MediaWatch: April 1996
Table of Contents:
Detecting Deception
CNN's Brooks Jackson was first out of the gate to critique the presidential candidates in their ads and speeches. On the April 1 Inside Politics he critiqued Republican charges that Clinton judges were soft on crime. But in a surprising turn Jackson has also slammed Clinton's newest set of ads. His April 4 "Spin Patrol" segment challenged each claim made in the Democratic National Committee ads.
CNN aired the ad: "The President proposes a balanced budget protecting Medicare, education, the environment. But Dole is voting no. The President cuts taxes for 40 million Americans. Dole votes no."

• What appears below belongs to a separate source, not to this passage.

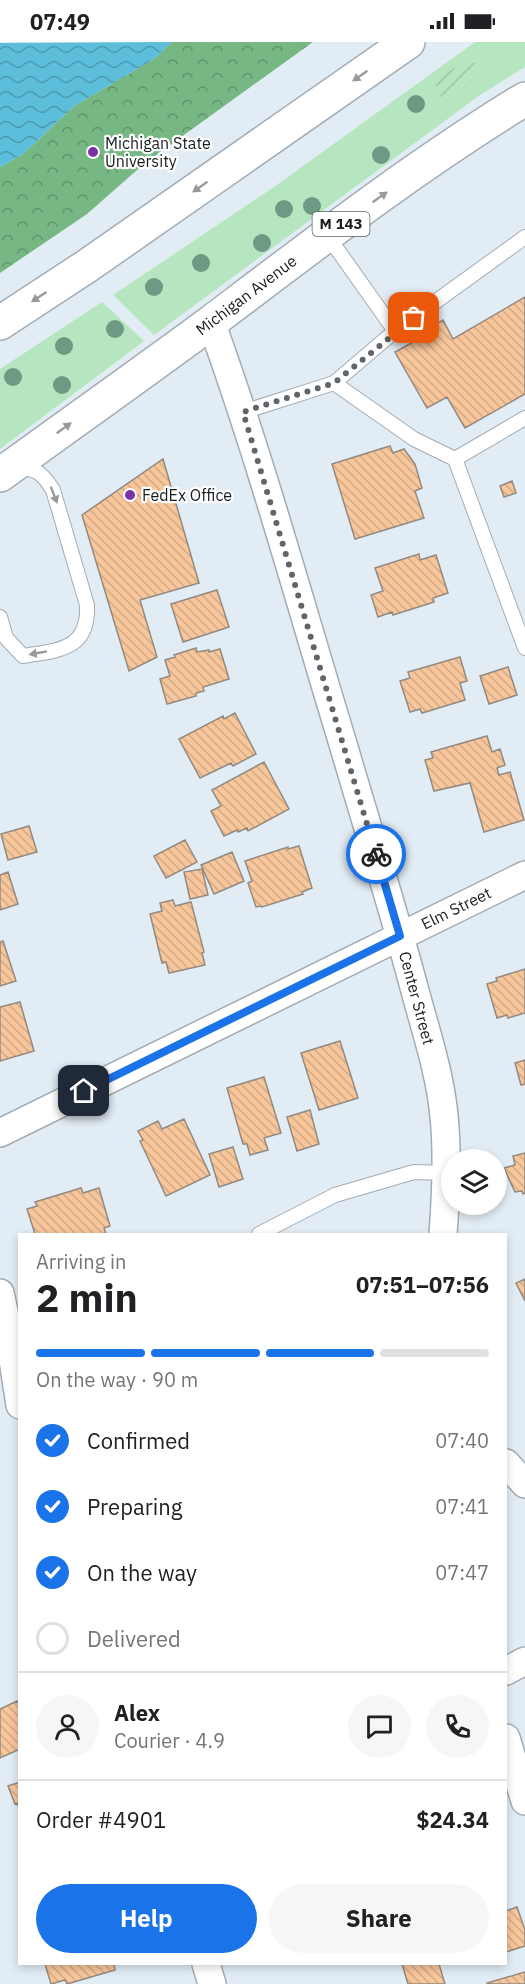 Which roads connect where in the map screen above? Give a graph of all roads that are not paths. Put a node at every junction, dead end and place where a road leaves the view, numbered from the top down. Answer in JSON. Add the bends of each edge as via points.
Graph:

Jackson replied: "Dole voting no to a balanced budget and tax cuts? Let's see that again...True, Clinton's latest budget would balance in 7 years on paper, but experts are skeptical." Jackson used moderate-to-liberal Carol Cox Wait of the Committee for a Responsible Federal Budget and Robert Reischauer of the Brookings Institution.
Jackson found the ad's claim "The President cuts taxes for 40 million Americans" was "Not the whole story." He pointed out that the Clinton administration arrived at the 40 million number through the 1993 budget bill's expansion of the earned income tax credit to "15 million low wage families, 40 million if you count their children." Jackson countered they also raised taxes on 1.5 million high-income families and 5 million Social Security recipients, not to mention higher gas taxes for everyone.
Another ad claimed Republicans cut school lunches. Jackson: "Not so. The Republican Congress appropriated more money for school lunches this year....And the Agriculture Department says it has increased the number of children served."
The same ad charged the GOP cut Head Start: "Money for the Head Start pre-school program has been cut four percent this year, temporarily. But Republican leaders have agreed to a one percent increase once a permanent appropriations bill is passed. Meanwhile not a single child has been affected. In fact Head Start enrollment is up this year."
And the DNC's claim that Republicans "cut child health care" did not go unchallenged. Jackson explained that Republicans only reduced the rate of Medicaid growth and that there is not much difference between the GOP and Clinton's proposal.